BEGIN PROVIDED DATA

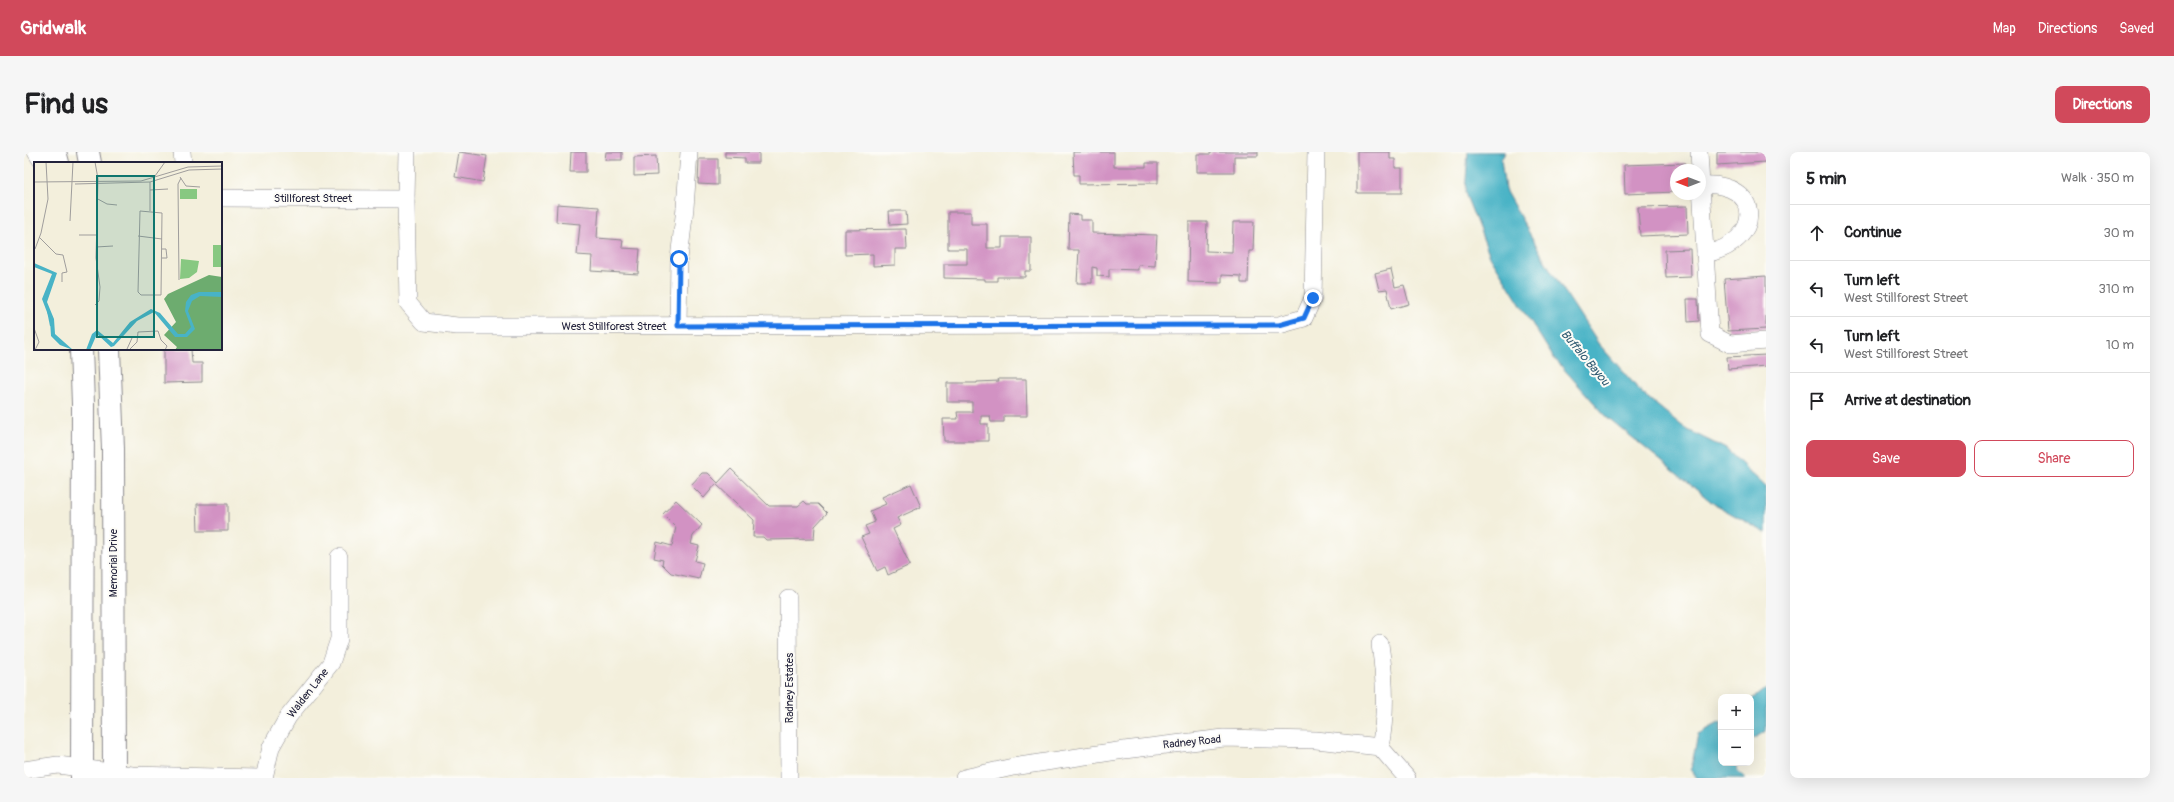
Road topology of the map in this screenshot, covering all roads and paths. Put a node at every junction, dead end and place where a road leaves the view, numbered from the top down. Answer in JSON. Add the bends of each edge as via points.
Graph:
{"nodes":[{"id":1,"x":36,"y":152,"type":"edge"},
{"id":2,"x":55,"y":152,"type":"edge"},
{"id":3,"x":88,"y":152,"type":"edge"},
{"id":4,"x":182,"y":152,"type":"edge"},
{"id":5,"x":407,"y":152,"type":"edge"},
{"id":6,"x":688,"y":152,"type":"edge"},
{"id":7,"x":1316,"y":152,"type":"edge"},
{"id":8,"x":1700,"y":152,"type":"edge"},
{"id":9,"x":42,"y":162,"type":"edge"},
{"id":10,"x":58,"y":162,"type":"edge"},
{"id":11,"x":90,"y":162,"type":"edge"},
{"id":12,"x":183,"y":162,"type":"edge"},
{"id":13,"x":1700,"y":164,"type":"edge"},
{"id":14,"x":1706,"y":185,"type":"edge"},
{"id":15,"x":222,"y":198,"type":"edge"},
{"id":16,"x":406,"y":199,"type":"junction"},
{"id":17,"x":1702,"y":200,"type":"edge"},
{"id":18,"x":1706,"y":254,"type":"junction"},
{"id":19,"x":678,"y":326,"type":"junction"},
{"id":20,"x":1766,"y":342,"type":"edge"},
{"id":21,"x":81,"y":350,"type":"edge"},
{"id":22,"x":109,"y":350,"type":"edge"},
{"id":23,"x":339,"y":557,"type":"dead end"},
{"id":24,"x":788,"y":598,"type":"dead end"},
{"id":25,"x":82,"y":600,"type":"junction"},
{"id":26,"x":113,"y":600,"type":"junction"},
{"id":27,"x":1380,"y":644,"type":"dead end"},
{"id":28,"x":1380,"y":747,"type":"junction"},
{"id":29,"x":24,"y":770,"type":"edge"},
{"id":30,"x":82,"y":773,"type":"edge"},
{"id":31,"x":114,"y":776,"type":"edge"},
{"id":32,"x":258,"y":778,"type":"edge"},
{"id":33,"x":264,"y":778,"type":"edge"},
{"id":34,"x":789,"y":778,"type":"edge"},
{"id":35,"x":964,"y":778,"type":"edge"},
{"id":36,"x":1407,"y":778,"type":"edge"}],
"edges":[{"from":1,"to":9,"type":"street"},
{"from":2,"to":10,"type":"main road"},
{"from":3,"to":11,"type":"main road"},
{"from":4,"to":12,"type":"street"},
{"from":5,"to":16,"type":"street","name":"West Stillforest Street"},
{"from":6,"to":19,"type":"street","via":[[679,259]]},
{"from":7,"to":19,"type":"street","name":"West Stillforest Street","via":[[1313,298],[1304,318],[1279,325]]},
{"from":8,"to":13,"type":"street"},
{"from":14,"to":18,"type":"street","via":[[1714,184],[1735,191],[1746,201],[1750,217],[1748,229],[1738,241],[1723,251]]},
{"from":15,"to":16,"type":"street","name":"Stillforest Street"},
{"from":16,"to":19,"type":"street","name":"West Stillforest Street","via":[[408,304],[424,322],[457,326]]},
{"from":17,"to":18,"type":"street"},
{"from":18,"to":20,"type":"street","via":[[1710,334],[1730,344]]},
{"from":21,"to":25,"type":"main road"},
{"from":22,"to":26,"type":"main road","name":"Memorial Drive","via":[[113,449]]},
{"from":23,"to":33,"type":"street","name":"Walden Lane","via":[[339,639],[331,664],[288,717],[271,746]]},
{"from":24,"to":34,"type":"street","name":"Radney Estates"},
{"from":25,"to":26,"type":"main road"},
{"from":25,"to":30,"type":"main road"},
{"from":26,"to":31,"type":"main road","name":"Memorial Drive"},
{"from":27,"to":28,"type":"street","via":[[1384,679],[1383,732]]},
{"from":28,"to":35,"type":"street","name":"Radney Road","via":[[1316,740],[1224,738],[1013,766]]},
{"from":28,"to":36,"type":"street"},
{"from":29,"to":30,"type":"street","via":[[58,765]]},
{"from":30,"to":31,"type":"street"},
{"from":31,"to":32,"type":"street"}]}
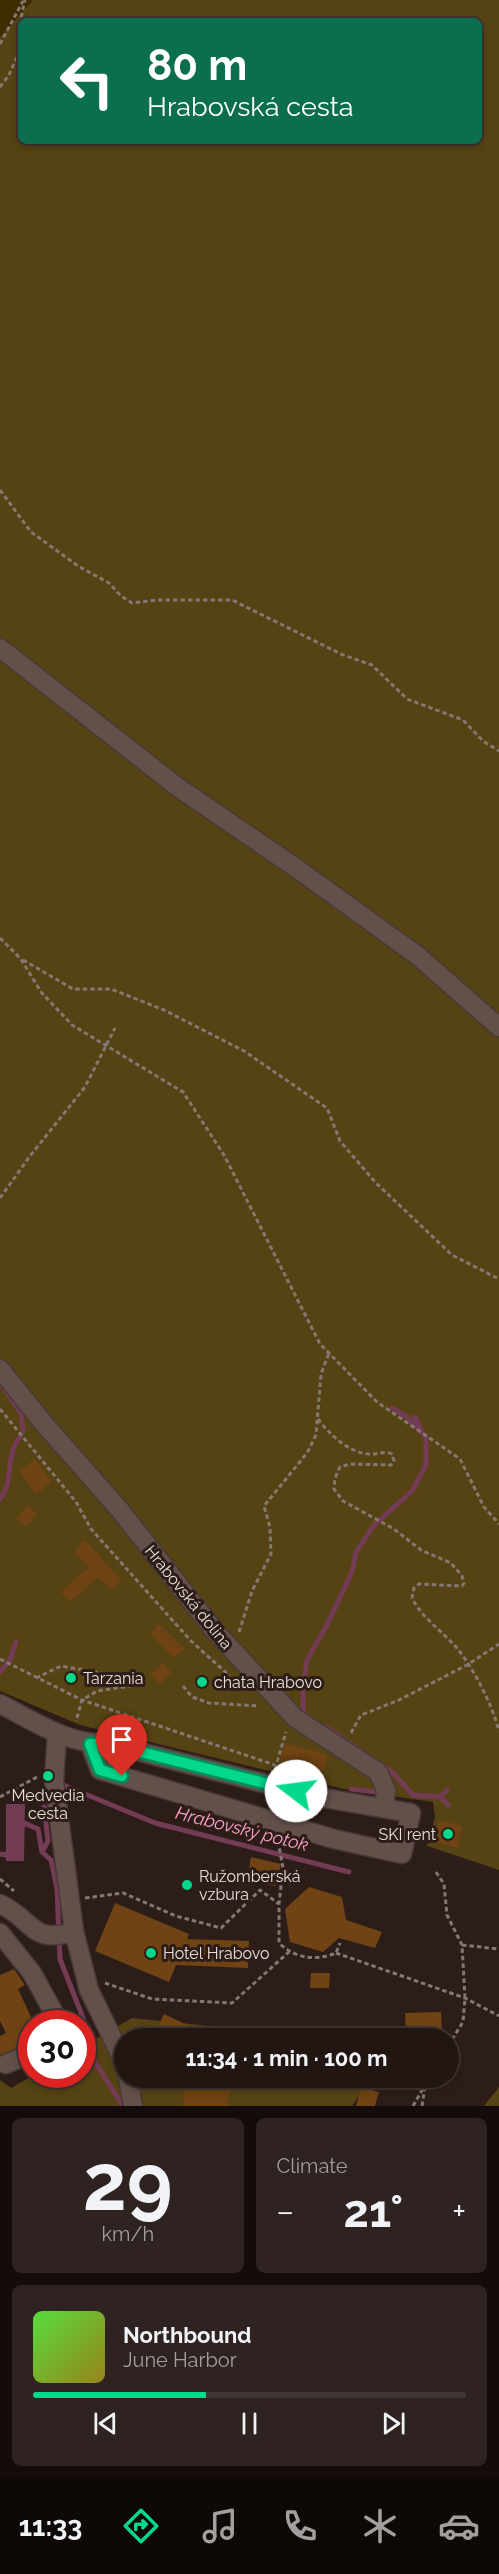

END PROVIDED DATA

Everything in the listing must be restated word for word, except for the pictures.

Road topology of the map in this screenshot, covering all roads and paths. Put a node at every junction, dead end and place where a road leaves the view, numbered from the top down. Answer in JSON. Add the bends of each edge as via points.
Graph:
{"nodes":[{"id":1,"x":36,"y":152,"type":"edge"},
{"id":2,"x":55,"y":152,"type":"edge"},
{"id":3,"x":88,"y":152,"type":"edge"},
{"id":4,"x":182,"y":152,"type":"edge"},
{"id":5,"x":407,"y":152,"type":"edge"},
{"id":6,"x":688,"y":152,"type":"edge"},
{"id":7,"x":1316,"y":152,"type":"edge"},
{"id":8,"x":1700,"y":152,"type":"edge"},
{"id":9,"x":42,"y":162,"type":"edge"},
{"id":10,"x":58,"y":162,"type":"edge"},
{"id":11,"x":90,"y":162,"type":"edge"},
{"id":12,"x":183,"y":162,"type":"edge"},
{"id":13,"x":1700,"y":164,"type":"edge"},
{"id":14,"x":1706,"y":185,"type":"edge"},
{"id":15,"x":222,"y":198,"type":"edge"},
{"id":16,"x":406,"y":199,"type":"junction"},
{"id":17,"x":1702,"y":200,"type":"edge"},
{"id":18,"x":1706,"y":254,"type":"junction"},
{"id":19,"x":678,"y":326,"type":"junction"},
{"id":20,"x":1766,"y":342,"type":"edge"},
{"id":21,"x":81,"y":350,"type":"edge"},
{"id":22,"x":109,"y":350,"type":"edge"},
{"id":23,"x":339,"y":557,"type":"dead end"},
{"id":24,"x":788,"y":598,"type":"dead end"},
{"id":25,"x":82,"y":600,"type":"junction"},
{"id":26,"x":113,"y":600,"type":"junction"},
{"id":27,"x":1380,"y":644,"type":"dead end"},
{"id":28,"x":1380,"y":747,"type":"junction"},
{"id":29,"x":24,"y":770,"type":"edge"},
{"id":30,"x":82,"y":773,"type":"edge"},
{"id":31,"x":114,"y":776,"type":"edge"},
{"id":32,"x":258,"y":778,"type":"edge"},
{"id":33,"x":264,"y":778,"type":"edge"},
{"id":34,"x":789,"y":778,"type":"edge"},
{"id":35,"x":964,"y":778,"type":"edge"},
{"id":36,"x":1407,"y":778,"type":"edge"}],
"edges":[{"from":1,"to":9,"type":"street"},
{"from":2,"to":10,"type":"main road"},
{"from":3,"to":11,"type":"main road"},
{"from":4,"to":12,"type":"street"},
{"from":5,"to":16,"type":"street","name":"West Stillforest Street"},
{"from":6,"to":19,"type":"street","via":[[679,259]]},
{"from":7,"to":19,"type":"street","name":"West Stillforest Street","via":[[1313,298],[1304,318],[1279,325]]},
{"from":8,"to":13,"type":"street"},
{"from":14,"to":18,"type":"street","via":[[1714,184],[1735,191],[1746,201],[1750,217],[1748,229],[1738,241],[1723,251]]},
{"from":15,"to":16,"type":"street","name":"Stillforest Street"},
{"from":16,"to":19,"type":"street","name":"West Stillforest Street","via":[[408,304],[424,322],[457,326]]},
{"from":17,"to":18,"type":"street"},
{"from":18,"to":20,"type":"street","via":[[1710,334],[1730,344]]},
{"from":21,"to":25,"type":"main road"},
{"from":22,"to":26,"type":"main road","name":"Memorial Drive","via":[[113,449]]},
{"from":23,"to":33,"type":"street","name":"Walden Lane","via":[[339,639],[331,664],[288,717],[271,746]]},
{"from":24,"to":34,"type":"street","name":"Radney Estates"},
{"from":25,"to":26,"type":"main road"},
{"from":25,"to":30,"type":"main road"},
{"from":26,"to":31,"type":"main road","name":"Memorial Drive"},
{"from":27,"to":28,"type":"street","via":[[1384,679],[1383,732]]},
{"from":28,"to":35,"type":"street","name":"Radney Road","via":[[1316,740],[1224,738],[1013,766]]},
{"from":28,"to":36,"type":"street"},
{"from":29,"to":30,"type":"street","via":[[58,765]]},
{"from":30,"to":31,"type":"street"},
{"from":31,"to":32,"type":"street"}]}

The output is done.